5) The blu-ray recorded by my near-genius friend for me from some satellite TV HD pay-per-view movie channel. Again, his blu-rays always looks gorgeous-- but just not THIS movie. The problem with this one is all about the satellite pay-movie network (I don't recall the name, but had never heard of it before) that he recorded it from, not his capabilities. Still, while this has soft focus, muted colors, and is too dark, with too much "black", it's still not as bad as #6, below.
6) Last and Worst: the commercial Warner Home Video blu-ray that we are reviewing here. Yuk! The worst on all counts except that its sound is better than #5, immediately above. They are actually offering this crap BD in a book version, too, which I'm sure is a nice add-on. But, this blu-ray is garbage, as to the movie, for all of the reasons enumerated above. Nearly all scenes are WAY too dark (such that faces are hard to see), colors are weak (they are muted plus there's way too much black), it needs to be A LOT brighter, the focus is SOFT, yet it is STILL the only one of the five that's grainy (and I rarely object to grain in an old movie when the picture is sharp as a result, but this is dull and soft-focus). The extras on the blu-ray, however, are all fine.
Stay away from this crap. The studio should be ashamed of itself for putting out such garbage.
By the way, as an owner of over 300 blu-rays, and many times that number of DVDs, I can say this is the first-ever blu-ray I have bought that was worse than the DVD. Think of that: how many of you own a studio-made DVD of a favorite film and look forward with great eagerness to getting the blu-ray, primarily for an improved, preferably much-improved, HD picture? (Yes, even in an old movie, a fine HD picture is still possible.) And we virtually always get a MUCH-better, nice HD picture when that blu-ray arrives! Well, not this blu-ray; it is worse than the DVD of this movie that you already may own.
I'm sorry to have to have written this. But I love this film, and also spent hours the other day comparing all six versions that I have against one another. This commercial blu-ray is simply the worst.

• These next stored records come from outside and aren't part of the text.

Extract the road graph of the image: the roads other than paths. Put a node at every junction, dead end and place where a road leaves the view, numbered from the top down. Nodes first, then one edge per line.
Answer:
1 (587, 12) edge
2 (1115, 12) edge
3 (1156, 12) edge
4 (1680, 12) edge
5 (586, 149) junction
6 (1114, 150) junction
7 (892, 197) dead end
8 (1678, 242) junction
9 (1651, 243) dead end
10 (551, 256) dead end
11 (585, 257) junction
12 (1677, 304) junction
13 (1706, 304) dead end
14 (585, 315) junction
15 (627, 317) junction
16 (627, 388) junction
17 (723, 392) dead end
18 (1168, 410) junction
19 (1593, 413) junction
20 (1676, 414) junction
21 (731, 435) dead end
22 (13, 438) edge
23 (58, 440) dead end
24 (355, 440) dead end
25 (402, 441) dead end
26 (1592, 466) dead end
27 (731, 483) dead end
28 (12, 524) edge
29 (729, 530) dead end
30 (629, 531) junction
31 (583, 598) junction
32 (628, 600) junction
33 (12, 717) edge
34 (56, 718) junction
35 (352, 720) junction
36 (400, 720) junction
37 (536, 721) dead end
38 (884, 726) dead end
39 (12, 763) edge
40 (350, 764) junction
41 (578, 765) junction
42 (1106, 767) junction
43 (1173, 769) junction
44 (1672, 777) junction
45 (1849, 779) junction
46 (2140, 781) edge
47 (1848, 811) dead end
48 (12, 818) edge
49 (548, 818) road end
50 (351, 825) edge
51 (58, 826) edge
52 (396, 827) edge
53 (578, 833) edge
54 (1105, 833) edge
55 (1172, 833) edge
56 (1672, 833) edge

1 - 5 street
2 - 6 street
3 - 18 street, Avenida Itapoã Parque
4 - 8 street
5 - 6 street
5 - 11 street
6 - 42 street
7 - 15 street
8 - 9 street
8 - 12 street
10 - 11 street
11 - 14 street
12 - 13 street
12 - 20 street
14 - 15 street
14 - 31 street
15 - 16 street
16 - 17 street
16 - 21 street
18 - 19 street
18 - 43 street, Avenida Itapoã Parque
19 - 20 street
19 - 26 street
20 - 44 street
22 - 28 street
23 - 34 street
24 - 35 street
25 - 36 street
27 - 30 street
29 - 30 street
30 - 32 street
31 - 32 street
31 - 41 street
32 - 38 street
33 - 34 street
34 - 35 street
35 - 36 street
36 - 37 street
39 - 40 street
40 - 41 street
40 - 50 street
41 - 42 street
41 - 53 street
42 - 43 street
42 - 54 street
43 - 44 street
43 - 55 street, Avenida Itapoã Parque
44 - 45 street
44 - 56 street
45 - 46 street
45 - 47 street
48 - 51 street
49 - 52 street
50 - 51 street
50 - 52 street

Can anyone here record a blu-ray of the Xfinity Streampix version????? My (out-of-state) buddy, unfortunately, cannot, since he doesn't have my cable TV company. And I know nobody else who knows how to do this, or has the equipment to do so (apparently, he tells me, what is needed primarily, besides knowledge of how to do it, is a computer with a huge hard drive of several Gb capacity.)
Hopefully, Warner will re-master this great film into at least a mediocre blu-ray. That would be nice . . . And, imagine how nice a truly good or great HD blu-ray would be!!!